Just to clarify my position, financially. I am not working at the moment. I am looking for work, but due to the nature of my work, it may be difficult (or take awhile) to get a placement.

Currently I have savings that can cover most everyday expenses (including feeding cats) for up to two years without working. But, if there is no work or steady income from about two years on, then there may be financial problems.

However, I OWN my house which is situated on a larger than usual section for the area I'm living in. If the worst should occur, I can sell the house and move into a smaller house & section, and the difference in house prices should be in my favor. That price differential can be substantial based on current trends, and would be sufficient to cover most expenses for quite a few years at least.

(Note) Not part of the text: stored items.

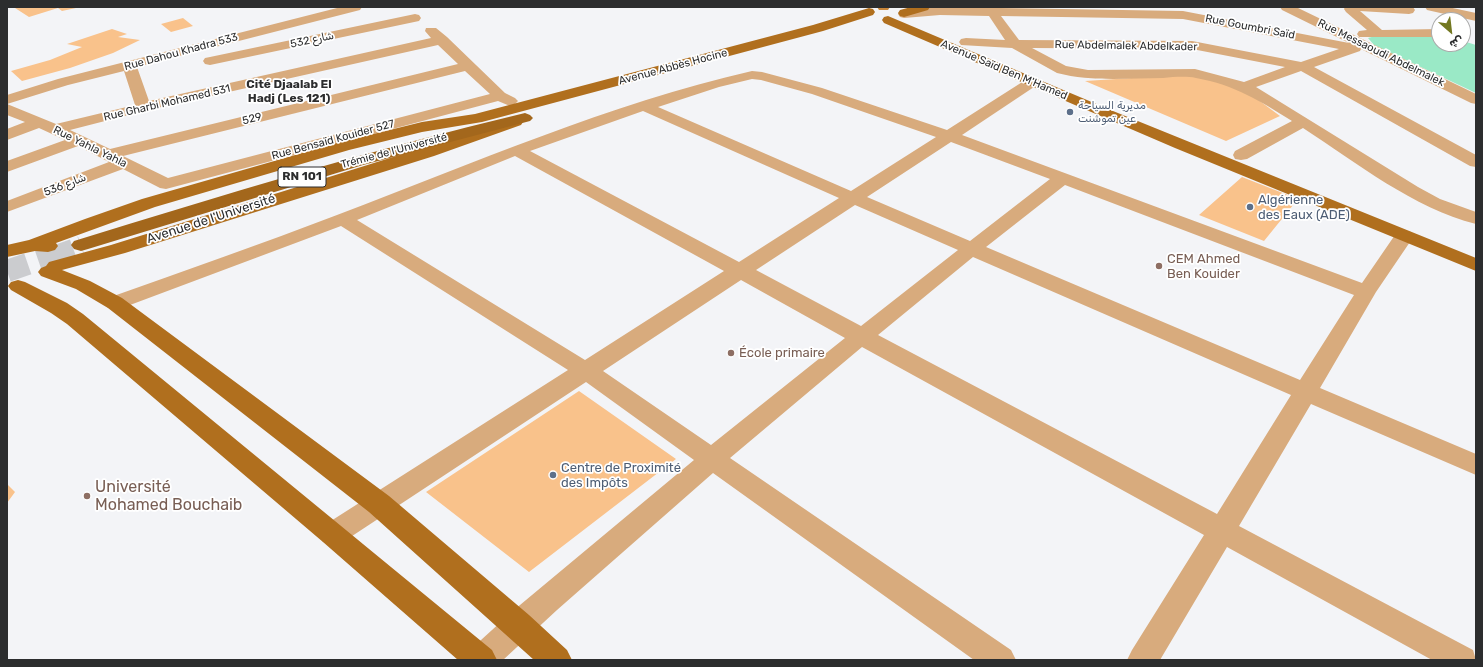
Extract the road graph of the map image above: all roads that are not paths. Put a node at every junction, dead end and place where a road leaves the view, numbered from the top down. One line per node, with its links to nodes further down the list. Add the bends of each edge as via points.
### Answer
1 (356, 7): 23 (street, Rue Dahou Khadra 533)
2 (403, 7): 13 (street)
3 (924, 7): 10 (main road)
4 (1034, 7): 12 (street)
5 (1286, 7): 18 (street, Rue Messaoudi Abdelmalek)
6 (1431, 7): 14 (street)
7 (1407, 8): 15 (street); 17 (street, via 1350,9)
8 (868, 10): 10 (main road, Avenue Abbès Hocine); 37 (main road, Avenue Abbès Hocine, via 802,32)
9 (1181, 11): 12 (street, Rue Goumbri Saïd); 22 (street); 24 (street, Rue Goumbri Saïd)
10 (893, 12): 11 (street, Rue Goumbri Saïd); 20 (main road, Avenue Saïd Ben M'Hamed); 30 (main road, Avenue Saïd Ben M'Hamed); 37 (main road, Avenue Abbès Hocine)
11 (993, 13): 12 (street, Rue Goumbri Saïd); 21 (street)
12 (1013, 13)
13 (414, 18): 19 (street); 29 (street, 532 شارع)
14 (1475, 20)
15 (1431, 27)
16 (1431, 33): 17 (street)
17 (1378, 34): 18 (street)
18 (1347, 36): 24 (street, Rue Messaoudi Abdelmalek)
19 (442, 40): 26 (street); 29 (street, Rue Gharbi Mohamed 531)
20 (966, 42): 21 (street, Rue Abdelmalek Abdelkader); 30 (main road, Avenue Saïd Ben M'Hamed)
21 (1015, 44): 22 (street, Rue Abdelmalek Abdelkader); 30 (street)
22 (1192, 45): 27 (street, Rue Abdelmalek Abdelkader); 28 (street)
23 (197, 47): 25 (street, Rue Dahou Khadra 533); 29 (street)
24 (1362, 47): 27 (street); 33 (street, Rue Messaoudi Abdelmalek)
25 (129, 65): 34 (street, Rue Dahou Khadra 533); 36 (street)
26 (468, 66): 32 (street); 47 (street, 529)
27 (1304, 67): 31 (street); 48 (street, Rue Abdelmalek Abdelkader)
28 (1195, 73): 30 (street); 31 (street)
29 (219, 75): 36 (street, Rue Gharbi Mohamed 531)
30 (1048, 76): 43 (street); 46 (main road, Avenue Saïd Ben M'Hamed); 56 (main road, Avenue Saïd Ben M'Hamed, via 1092,109 1174,140)
31 (1245, 86): 39 (street)
32 (503, 97): 37 (street); 51 (street, Rue Bensaïd Kouider 527)
33 (1476, 100)
34 (9, 106): 40 (street, Rue Yahla Yahla)
35 (644, 106): 43 (street, via 752,75 817,91); 45 (street); 52 (street)
36 (143, 107): 41 (street, Rue Gharbi Mohamed 531)
37 (523, 113): 38 (main road, Avenue Abbès Hocine); 38 (highway, Trémie de l'Université / RN 101, via 79,240 234,186); 61 (main road, Avenue de l'Université, via 428,152)
38 (476, 119): 58 (main road, via 439,123 398,132 283,163 126,210)
39 (1303, 122): 46 (street); 54 (street, via 1434,203)
40 (38, 123): 41 (street, Rue Yahla Yahla); 42 (street)
41 (56, 129): 44 (street, Rue Yahla Yahla)
42 (7, 135)
43 (950, 136): 50 (street); 52 (street)
44 (79, 140): 47 (street, Rue Yahla Yahla); 49 (street)
45 (516, 150): 55 (street); 62 (street)
46 (1241, 155): 57 (main road, Avenue Saïd Ben M'Hamed)
47 (115, 159): 51 (street, Rue Yahla Yahla); 53 (street, شارع 536)
48 (1476, 162)
49 (7, 167)
50 (1063, 178): 59 (street); 64 (street)
51 (166, 184)
52 (853, 198): 59 (street); 62 (street)
53 (7, 207)
54 (1474, 215)
55 (343, 219): 65 (street); 67 (street)
56 (1404, 236): 60 (main road, Avenue Saïd Ben M'Hamed); 64 (street)
57 (1461, 243)
58 (18, 247): 61 (main road, via 45,245 59,250 62,254 61,260)
59 (971, 249): 66 (street); 68 (street)
60 (1476, 265)
61 (52, 269): 63 (main road, Avenue de l'Université, via 29,282); 65 (main road)
62 (740, 271): 66 (street); 67 (street)
63 (13, 287): 73 (main road, via 60,308 75,319)
64 (1366, 292): 68 (street)
65 (115, 303): 71 (main road)
66 (860, 336): 69 (street); 72 (street)
67 (586, 371): 69 (street); 71 (street)
68 (1306, 392): 70 (street); 72 (street)
69 (712, 459): 74 (street); 77 (street)
70 (1476, 465)
71 (379, 504): 73 (street); 74 (main road)
72 (1221, 531): 78 (street); 79 (street)
73 (333, 534): 75 (main road)
74 (518, 624): 75 (street); 76 (main road)
75 (481, 660)
76 (556, 660)
77 (1000, 660)
78 (1143, 660)
79 (1462, 660)

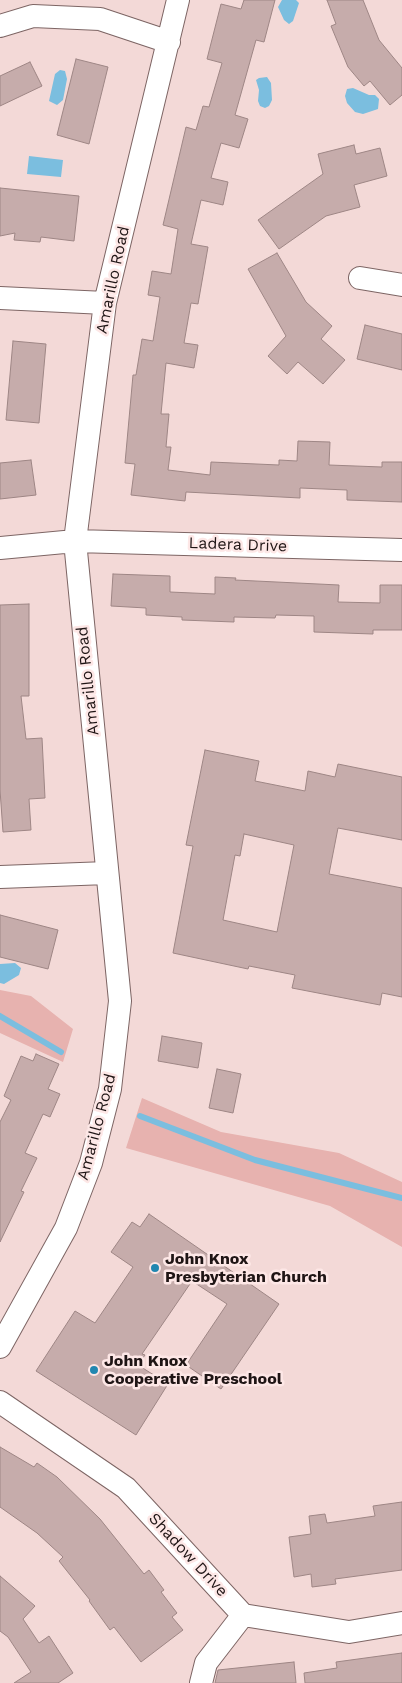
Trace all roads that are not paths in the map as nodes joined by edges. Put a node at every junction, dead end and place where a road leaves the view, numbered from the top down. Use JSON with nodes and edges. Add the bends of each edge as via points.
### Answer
{"nodes":[{"id":1,"x":178,"y":0,"type":"edge"},
{"id":2,"x":0,"y":26,"type":"edge"},
{"id":3,"x":168,"y":42,"type":"junction"},
{"id":4,"x":360,"y":278,"type":"dead end"},
{"id":5,"x":402,"y":285,"type":"edge"},
{"id":6,"x":0,"y":298,"type":"edge"},
{"id":7,"x":105,"y":303,"type":"junction"},
{"id":8,"x":74,"y":540,"type":"junction"},
{"id":9,"x":0,"y":548,"type":"edge"},
{"id":10,"x":402,"y":550,"type":"edge"},
{"id":11,"x":107,"y":873,"type":"junction"},
{"id":12,"x":0,"y":878,"type":"edge"},
{"id":13,"x":0,"y":1347,"type":"edge"},
{"id":14,"x":0,"y":1402,"type":"edge"},
{"id":15,"x":243,"y":1615,"type":"junction"},
{"id":16,"x":402,"y":1623,"type":"edge"},
{"id":17,"x":201,"y":1683,"type":"edge"}],
"edges":[{"from":1,"to":3,"type":"street","name":"Amarillo Road"},
{"from":2,"to":3,"type":"street","via":[[33,16],[100,19]]},
{"from":3,"to":7,"type":"street","name":"Amarillo Road"},
{"from":4,"to":5,"type":"street"},
{"from":6,"to":7,"type":"street"},
{"from":7,"to":8,"type":"street","name":"Amarillo Road"},
{"from":8,"to":9,"type":"street","name":"Ladera Drive"},
{"from":8,"to":10,"type":"street","name":"Ladera Drive"},
{"from":8,"to":11,"type":"street","name":"Amarillo Road"},
{"from":11,"to":12,"type":"street"},
{"from":11,"to":13,"type":"street","name":"Amarillo Road","via":[[120,1001],[110,1088],[91,1164],[66,1228]]},
{"from":14,"to":15,"type":"street","name":"Shadow Drive","via":[[126,1488]]},
{"from":15,"to":16,"type":"street","via":[[349,1632]]},
{"from":15,"to":17,"type":"street","via":[[206,1663]]}]}
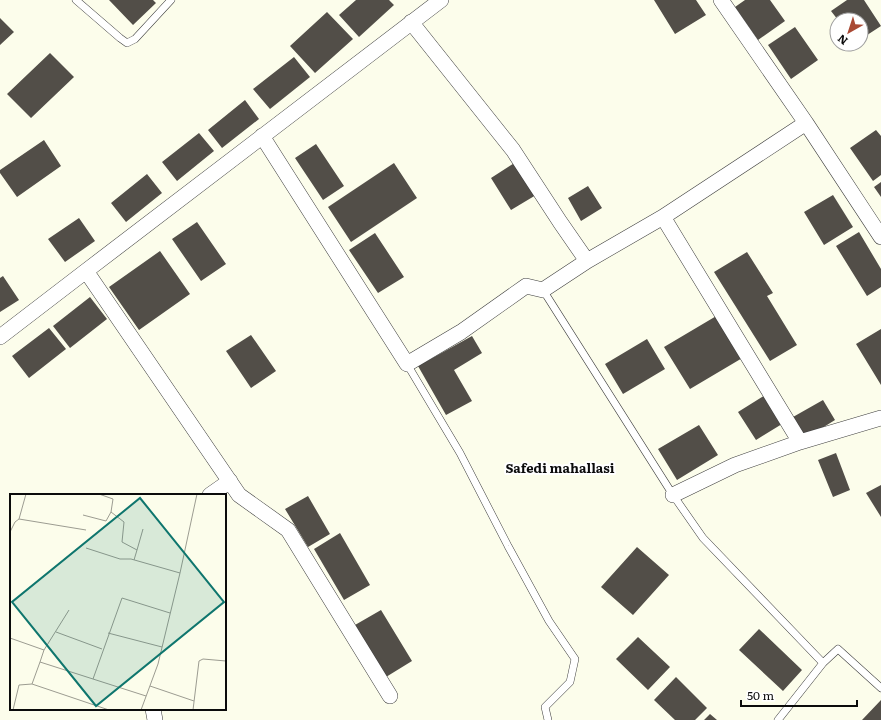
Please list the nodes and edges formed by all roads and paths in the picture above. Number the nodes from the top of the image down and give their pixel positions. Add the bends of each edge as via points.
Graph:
1 (76, 0) edge
2 (172, 0) edge
3 (441, 0) edge
4 (721, 0) edge
5 (411, 22) junction
6 (806, 123) junction
7 (262, 136) junction
8 (663, 217) junction
9 (881, 237) edge
10 (588, 261) junction
11 (86, 271) junction
12 (543, 290) junction
13 (0, 337) edge
14 (407, 364) junction
15 (881, 418) edge
16 (800, 442) junction
17 (230, 481) junction
18 (211, 494) edge
19 (673, 495) junction
20 (823, 663) junction
21 (881, 688) edge
22 (390, 696) dead end
23 (153, 710) edge
24 (155, 720) edge
25 (548, 720) edge
26 (778, 720) edge

1 - 2 lane via 128,43 135,39
3 - 5 street
4 - 6 street
5 - 7 street
5 - 10 street via 513,150
6 - 8 street
6 - 9 street
7 - 11 street
7 - 14 street
8 - 10 street
8 - 16 street
10 - 12 street
11 - 13 street
11 - 17 street
12 - 14 street via 526,286 461,332
12 - 19 lane
14 - 25 lane via 460,453 549,621 575,659 570,682 545,707
15 - 16 street
16 - 19 street via 735,465
17 - 18 street
17 - 22 street via 239,495 288,530
19 - 20 lane via 703,538
20 - 21 lane via 838,649
20 - 26 lane
23 - 24 street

Admittedly, I am still hesitating in adopting a cat (or two) because of financial considerations, but cats are excellent companions, great sress relievers, and I love them anyway. We've always had cats in our home, and it would be great (almost a necessity) to have another cat.

Yes, I am aware that cats can live to 20 years or more. But I propose getting more mature/adult cat(s) (aged 5 ~ 10 years) anyway rather than kitten(s)/young adult(s).

I know, despite having savings and an option to sell the house for additional funds if need be, the logical option would be to wait until I gain employment before adopting any cats.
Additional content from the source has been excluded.